Alessandra Schio

foto-aleNata a Marsala in Sicilia nel 1986. Si laurea in Scienze dei Beni Culturali, indirizzo Storia dell´Arte Contemporanea, presso l´ Universita di Pisa. Nel 2006 trascorre un anno in Erasmus presso l´Universita Pompeu Fabra a Barcellona. Alla fine del 2009 si traferisce a Berlino. Nella capitale tedesca si dedicata all´apprendimento della lingua, frequentando vari corsi per un anno. In seguito ha lavorato per due anni come interprete per numerose aziende italiane in fiere espositive dei piu disparati settori in tutte le maggiori citta tedesche. Dal 2014 cura l´organizzazione di diversi progetti culinari: L´aperitivo letterarario Les(s)en, che ha avuto luogo con cadenza mensile nella libreria Pequod nel quartiere berlinese Neukölln (2015). Bettomagno-Hosteria Popolare presso lo spazio sperimentale LaBettoLab, wine and cocktail bar, con concerti dal vivo, peformance, mostre, workshop ed eventi artistici speciali. Il progetto si propone di offrire piatti poveri della tradizione italiana, con prezzi accessibili anche alle fasce meno abbienti della popolazione, di rivisitare ricette della tradizione in chiave creativa e fantasiosa e di trasmettere la cultura italiana del cibo e die pasti come momenti conviviali di condivisione.

Dal 2015 si specializza nel fundraising in campo teatrale. Si occupa dell’organizzazione e della ricerca di fondi pubblici per la realizzazione di progetti teatrali nelle scuole elementari berlinesi. Tra i progetti realizzati: Grenzenlose Märchen (Favole senza confini), un workshop di sei mesi in cui i bambini di una Willkommensklasse (classe di benvenuto, in cui vengono raggruppati i bimbi rifugiati) hanno lavorato insieme a bambini tedeschi su diverse favole appartenenti alla cultura europea e araba.

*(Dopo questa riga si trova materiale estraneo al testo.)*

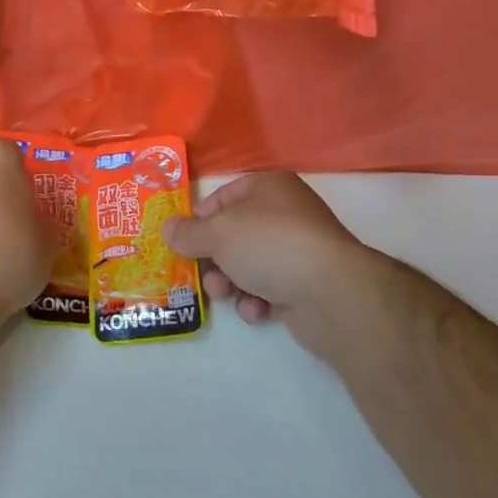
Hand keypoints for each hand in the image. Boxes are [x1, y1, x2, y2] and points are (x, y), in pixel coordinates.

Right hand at [163, 173, 388, 353]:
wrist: (331, 292)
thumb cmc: (268, 245)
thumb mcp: (217, 233)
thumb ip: (188, 233)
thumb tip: (166, 229)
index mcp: (268, 187)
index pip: (223, 197)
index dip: (200, 220)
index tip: (183, 242)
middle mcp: (286, 212)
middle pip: (234, 235)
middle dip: (214, 260)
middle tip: (204, 277)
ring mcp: (299, 249)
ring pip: (249, 264)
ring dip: (232, 283)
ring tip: (228, 296)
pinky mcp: (307, 284)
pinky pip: (270, 288)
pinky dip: (257, 300)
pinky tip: (257, 310)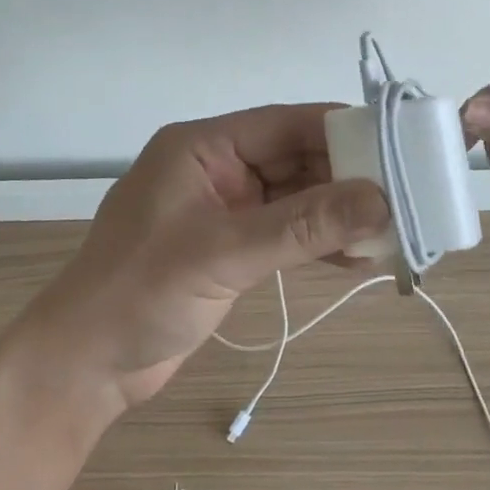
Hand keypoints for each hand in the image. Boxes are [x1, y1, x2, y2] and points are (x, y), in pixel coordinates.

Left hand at [20, 104, 389, 412]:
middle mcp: (217, 167)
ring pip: (295, 198)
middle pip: (295, 159)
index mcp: (204, 146)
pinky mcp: (230, 247)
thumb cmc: (139, 292)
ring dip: (338, 213)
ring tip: (392, 231)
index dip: (340, 130)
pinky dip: (318, 242)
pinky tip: (357, 257)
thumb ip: (302, 226)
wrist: (83, 365)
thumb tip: (380, 200)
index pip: (284, 124)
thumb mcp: (223, 254)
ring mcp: (224, 209)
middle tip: (406, 196)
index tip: (397, 144)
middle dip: (347, 177)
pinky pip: (286, 232)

Il progetto si è concluso con l’allestimento di uno spettacolo a partire da una favola originale inventata dal gruppo (https://grenzenlosemaerchen.wordpress.com/). Netze (Reti), nato dalla collaborazione con la pedagoga e regista teatrale Veronica Compagnone e basato su testimonianze di donne rifugiate. Lo spettacolo è un´odissea al femminile, dove un´attrice interpreta le voci di differenti rifugiate, accompagnate dalla musica di un violoncello. Dal 2016 collabora con Nerval Teatro.